Archiwum 28 grudnia 2003


gru 28 2003 Bry (dyg).
Komentarze: 1

F sfionsku s hfilofom sapasciom bloguf jakby mnie nie bylo. (Sorry, udzielila mi sie stara tfurczosc Ojcuf) Wlasciwie przemykalam gdzies obok, ale co tam. Nie bede pisac o nieumiarkowaniu w jedzeniu i piciu, bo to banal. Napisze o MIKROBACH. Tak, te straszne, koszmarne male potwory terroryzuja swiat! Na Wigilii bylismy u pani H., ktora ma obsesje na tym punkcie. Mikroby sa wszedzie i najpewniej od nich wlasnie zdechniemy.

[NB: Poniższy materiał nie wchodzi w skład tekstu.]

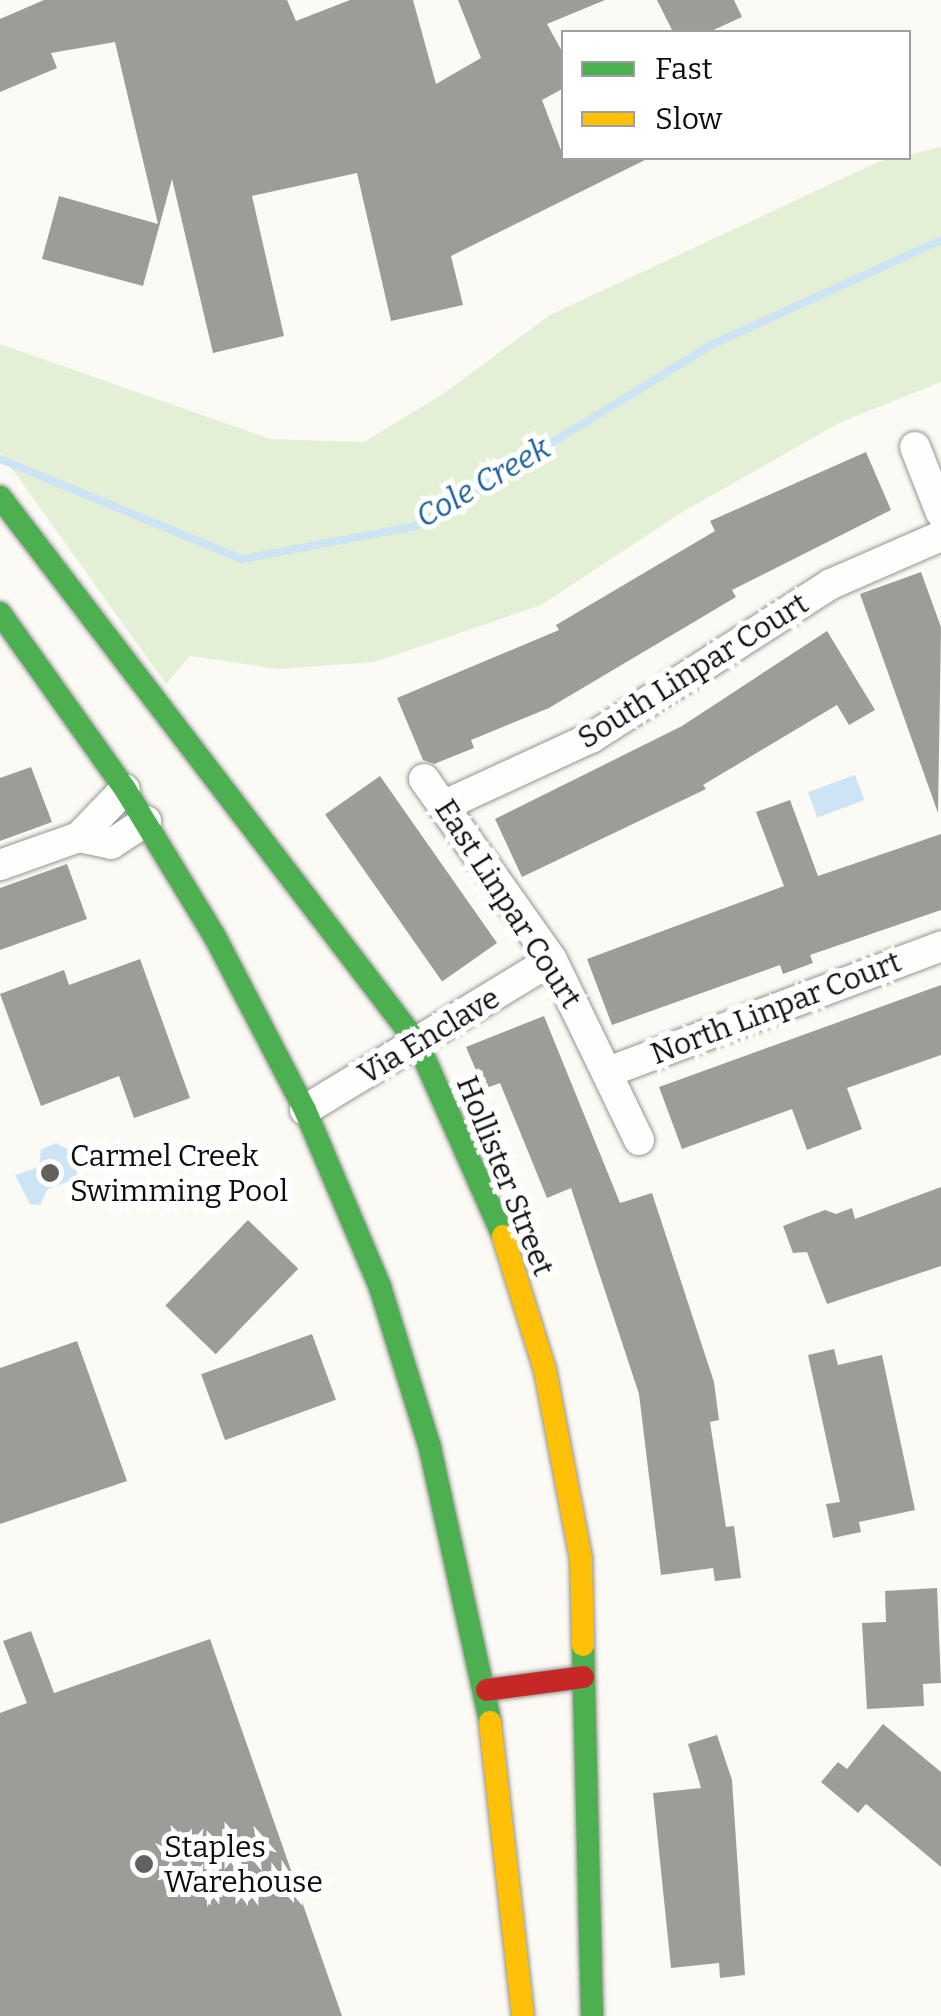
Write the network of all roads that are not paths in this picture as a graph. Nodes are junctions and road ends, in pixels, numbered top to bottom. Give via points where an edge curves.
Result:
1 (915, 447) dead end
2 (0, 497) edge
3 (941, 513) edge
4 (941, 536) edge
5 (0, 613) edge
6 (424, 780) dead end
7 (125, 790) junction
8 (444, 806) junction
9 (146, 822) junction
10 (79, 837) junction
11 (0, 864) edge
12 (941, 946) edge
13 (552, 960) junction
14 (418, 1044) junction
15 (611, 1070) junction
16 (305, 1110) junction
17 (639, 1140) dead end
18 (583, 1678) junction
19 (488, 1690) junction
20 (523, 2016) edge
21 (592, 2016) edge

1 - 3 street
2 - 14 main road, Hollister Street
4 - 8 street, South Linpar Court via 831,584 591,738
5 - 7 main road
6 - 8 street, East Linpar Court
7 - 9 main road
7 - 10 street
8 - 13 street, East Linpar Court
9 - 10 street via 111,844
9 - 16 main road
10 - 11 street
12 - 15 street, North Linpar Court
13 - 14 street, Via Enclave
13 - 15 street, East Linpar Court
14 - 16 street, Via Enclave
14 - 18 main road, Hollister Street via 502,1232 545,1370 580,1558
15 - 17 street, East Linpar Court
16 - 19 main road via 385,1305 430,1448
18 - 19 main road
18 - 21 main road, Hollister Street
19 - 20 main road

A jak nie umyjemy raczek, to zdechniemy w trybie natychmiastowym zalosnie pozarci przez (tadam! tadam! tadam!) MI KRO BY! Pleni sie to talatajstwo na niedokladnie wytartych kieliszkach o sztuccach nie wspominajac. A my tacy maluczcy wobec ogromu miliardow smiercionosnych bakterii, drzyjmy, DRZYJMY!

Musze jej kiedys pokazac karaluchy w tej knajpie, w ktorej tak czesto jada, mmmmwahahahahaha!